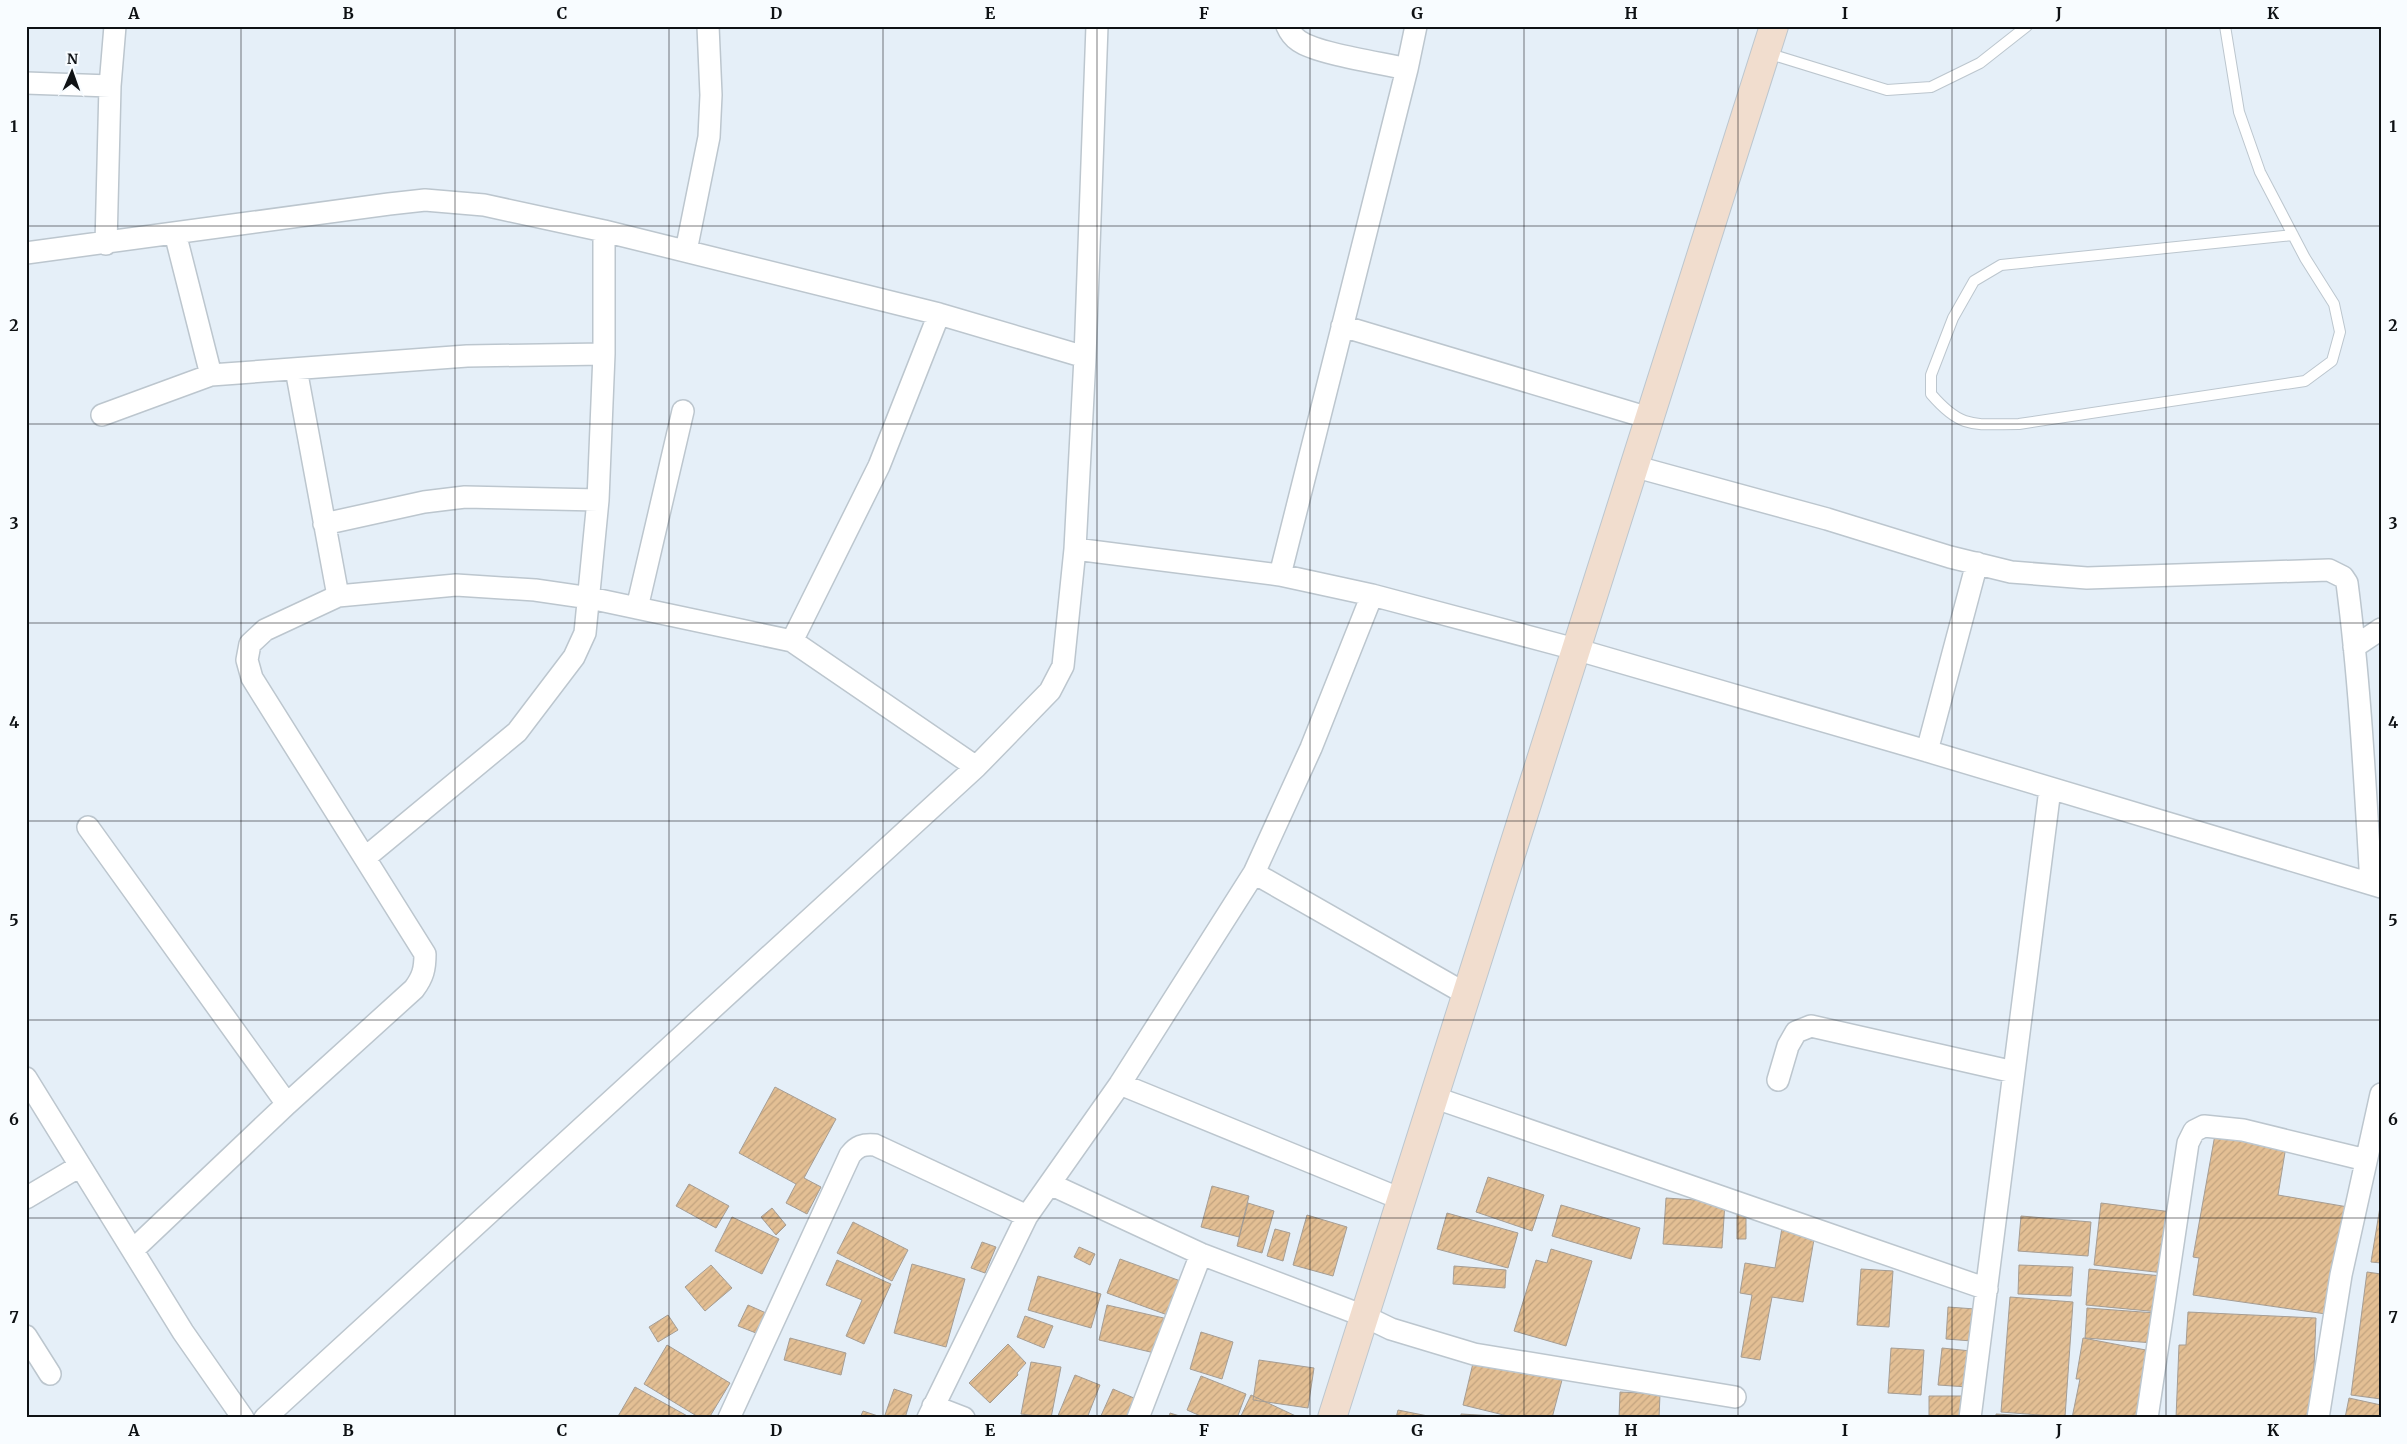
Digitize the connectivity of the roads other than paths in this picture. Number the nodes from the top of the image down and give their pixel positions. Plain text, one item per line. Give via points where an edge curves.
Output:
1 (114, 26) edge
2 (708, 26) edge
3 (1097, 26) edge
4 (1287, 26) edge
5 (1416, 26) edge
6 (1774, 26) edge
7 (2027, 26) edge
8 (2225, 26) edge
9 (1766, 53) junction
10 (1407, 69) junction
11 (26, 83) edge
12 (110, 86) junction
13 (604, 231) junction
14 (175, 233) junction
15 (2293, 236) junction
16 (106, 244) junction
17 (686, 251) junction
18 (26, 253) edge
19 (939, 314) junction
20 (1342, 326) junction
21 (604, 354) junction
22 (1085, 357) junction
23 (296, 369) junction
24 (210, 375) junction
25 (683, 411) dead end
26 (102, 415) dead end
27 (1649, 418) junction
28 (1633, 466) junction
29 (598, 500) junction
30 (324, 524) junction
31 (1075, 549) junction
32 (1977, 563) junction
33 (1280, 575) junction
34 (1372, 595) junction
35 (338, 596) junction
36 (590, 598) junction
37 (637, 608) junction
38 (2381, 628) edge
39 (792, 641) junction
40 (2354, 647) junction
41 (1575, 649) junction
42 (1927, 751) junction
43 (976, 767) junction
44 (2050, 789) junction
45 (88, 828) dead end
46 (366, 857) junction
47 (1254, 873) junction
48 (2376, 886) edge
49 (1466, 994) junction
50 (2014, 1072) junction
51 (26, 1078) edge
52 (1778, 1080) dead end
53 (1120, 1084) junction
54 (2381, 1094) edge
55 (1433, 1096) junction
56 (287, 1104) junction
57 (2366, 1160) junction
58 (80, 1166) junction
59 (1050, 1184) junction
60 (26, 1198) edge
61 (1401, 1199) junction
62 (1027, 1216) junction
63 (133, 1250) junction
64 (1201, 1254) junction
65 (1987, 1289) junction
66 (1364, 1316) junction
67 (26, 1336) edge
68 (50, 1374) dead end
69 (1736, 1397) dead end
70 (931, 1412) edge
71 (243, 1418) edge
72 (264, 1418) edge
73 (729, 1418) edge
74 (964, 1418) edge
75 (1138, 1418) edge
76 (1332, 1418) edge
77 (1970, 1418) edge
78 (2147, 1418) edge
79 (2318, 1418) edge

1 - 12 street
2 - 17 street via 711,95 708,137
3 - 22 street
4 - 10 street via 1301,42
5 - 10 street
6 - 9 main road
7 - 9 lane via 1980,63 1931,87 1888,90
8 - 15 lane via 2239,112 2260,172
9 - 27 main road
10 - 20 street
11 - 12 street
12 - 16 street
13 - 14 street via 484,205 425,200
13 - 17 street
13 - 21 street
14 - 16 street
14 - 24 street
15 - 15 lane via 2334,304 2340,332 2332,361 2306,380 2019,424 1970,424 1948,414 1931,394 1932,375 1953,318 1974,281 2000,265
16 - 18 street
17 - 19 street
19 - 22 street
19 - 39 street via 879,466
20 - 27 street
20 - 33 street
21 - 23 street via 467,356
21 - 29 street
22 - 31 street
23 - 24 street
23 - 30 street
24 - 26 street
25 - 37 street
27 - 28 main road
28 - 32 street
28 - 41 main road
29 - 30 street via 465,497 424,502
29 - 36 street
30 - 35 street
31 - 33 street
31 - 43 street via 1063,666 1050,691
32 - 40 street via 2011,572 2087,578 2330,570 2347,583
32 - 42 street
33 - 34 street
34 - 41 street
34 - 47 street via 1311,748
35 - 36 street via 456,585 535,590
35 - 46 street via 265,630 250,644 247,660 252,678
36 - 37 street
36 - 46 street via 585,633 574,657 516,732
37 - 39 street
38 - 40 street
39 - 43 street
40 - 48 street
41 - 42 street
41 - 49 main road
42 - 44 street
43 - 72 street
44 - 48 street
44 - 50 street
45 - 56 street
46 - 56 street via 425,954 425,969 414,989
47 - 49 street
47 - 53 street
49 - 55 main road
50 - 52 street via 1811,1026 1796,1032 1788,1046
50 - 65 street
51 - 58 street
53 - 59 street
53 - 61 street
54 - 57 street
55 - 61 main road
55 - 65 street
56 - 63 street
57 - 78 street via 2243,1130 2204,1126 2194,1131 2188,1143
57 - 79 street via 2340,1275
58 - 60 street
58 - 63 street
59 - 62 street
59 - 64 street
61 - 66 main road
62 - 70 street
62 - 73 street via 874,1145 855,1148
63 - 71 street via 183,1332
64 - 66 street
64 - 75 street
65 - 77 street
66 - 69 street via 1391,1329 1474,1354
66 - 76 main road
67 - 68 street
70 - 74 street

## GOAL OF THE EXERCISE
Pictures stay out; the data above is to be returned exactly.

## ANSWER BELOW
Digitize the connectivity of the roads other than paths in this picture. Number the nodes from the top of the image down and give their pixel positions. Plain text, one item per line. Give via points where an edge curves.
Output:
1 (114, 26) edge
2 (708, 26) edge
3 (1097, 26) edge
4 (1287, 26) edge
5 (1416, 26) edge
6 (1774, 26) edge
7 (2027, 26) edge
8 (2225, 26) edge
9 (1766, 53) junction
10 (1407, 69) junction
11 (26, 83) edge
12 (110, 86) junction
13 (604, 231) junction
14 (175, 233) junction
15 (2293, 236) junction
16 (106, 244) junction
17 (686, 251) junction
18 (26, 253) edge
19 (939, 314) junction
20 (1342, 326) junction
21 (604, 354) junction
22 (1085, 357) junction
23 (296, 369) junction
24 (210, 375) junction
25 (683, 411) dead end
26 (102, 415) dead end
27 (1649, 418) junction
28 (1633, 466) junction
29 (598, 500) junction
30 (324, 524) junction
31 (1075, 549) junction
32 (1977, 563) junction
33 (1280, 575) junction
34 (1372, 595) junction
35 (338, 596) junction
36 (590, 598) junction
37 (637, 608) junction
38 (2381, 628) edge
39 (792, 641) junction
40 (2354, 647) junction
41 (1575, 649) junction
42 (1927, 751) junction
43 (976, 767) junction
44 (2050, 789) junction
45 (88, 828) dead end
46 (366, 857) junction
47 (1254, 873) junction
48 (2376, 886) edge
49 (1466, 994) junction
50 (2014, 1072) junction
51 (26, 1078) edge
52 (1778, 1080) dead end
53 (1120, 1084) junction
54 (2381, 1094) edge
55 (1433, 1096) junction
56 (287, 1104) junction
57 (2366, 1160) junction
58 (80, 1166) junction
59 (1050, 1184) junction
60 (26, 1198) edge
61 (1401, 1199) junction
62 (1027, 1216) junction
63 (133, 1250) junction
64 (1201, 1254) junction
65 (1987, 1289) junction
66 (1364, 1316) junction
67 (26, 1336) edge
68 (50, 1374) dead end
69 (1736, 1397) dead end
70 (931, 1412) edge
71 (243, 1418) edge
72 (264, 1418) edge
73 (729, 1418) edge
74 (964, 1418) edge
75 (1138, 1418) edge
76 (1332, 1418) edge
77 (1970, 1418) edge
78 (2147, 1418) edge
79 (2318, 1418) edge

1 - 12 street
2 - 17 street via 711,95 708,137
3 - 22 street
4 - 10 street via 1301,42
5 - 10 street
6 - 9 main road
7 - 9 lane via 1980,63 1931,87 1888,90
8 - 15 lane via 2239,112 2260,172
9 - 27 main road
10 - 20 street
11 - 12 street
12 - 16 street
13 - 14 street via 484,205 425,200
13 - 17 street
13 - 21 street
14 - 16 street
14 - 24 street
15 - 15 lane via 2334,304 2340,332 2332,361 2306,380 2019,424 1970,424 1948,414 1931,394 1932,375 1953,318 1974,281 2000,265
16 - 18 street
17 - 19 street
19 - 22 street
19 - 39 street via 879,466
20 - 27 street
20 - 33 street
21 - 23 street via 467,356
21 - 29 street
22 - 31 street
23 - 24 street
23 - 30 street
24 - 26 street
25 - 37 street
27 - 28 main road
28 - 32 street
28 - 41 main road
29 - 30 street via 465,497 424,502
29 - 36 street
30 - 35 street
31 - 33 street
31 - 43 street via 1063,666 1050,691
32 - 40 street via 2011,572 2087,578 2330,570 2347,583
32 - 42 street
33 - 34 street
34 - 41 street
34 - 47 street via 1311,748
35 - 36 street via 456,585 535,590
35 - 46 street via 265,630 250,644 247,660 252,678
36 - 37 street
36 - 46 street via 585,633 574,657 516,732
37 - 39 street
38 - 40 street
39 - 43 street
40 - 48 street
41 - 42 street
41 - 49 main road
42 - 44 street
43 - 72 street
44 - 48 street
44 - 50 street
45 - 56 street
46 - 56 street via 425,954 425,969 414,989
47 - 49 street
47 - 53 street
49 - 55 main road
50 - 52 street via 1811,1026 1796,1032 1788,1046
50 - 65 street
51 - 58 street
53 - 59 street
53 - 61 street
54 - 57 street
55 - 61 main road
55 - 65 street
56 - 63 street
57 - 78 street via 2243,1130 2204,1126 2194,1131 2188,1143
57 - 79 street via 2340,1275
58 - 60 street
58 - 63 street
59 - 62 street
59 - 64 street
61 - 66 main road
62 - 70 street
62 - 73 street via 874,1145 855,1148
63 - 71 street via 183,1332
64 - 66 street
64 - 75 street
65 - 77 street
66 - 69 street via 1391,1329 1474,1354
66 - 76 main road
67 - 68 street
70 - 74 street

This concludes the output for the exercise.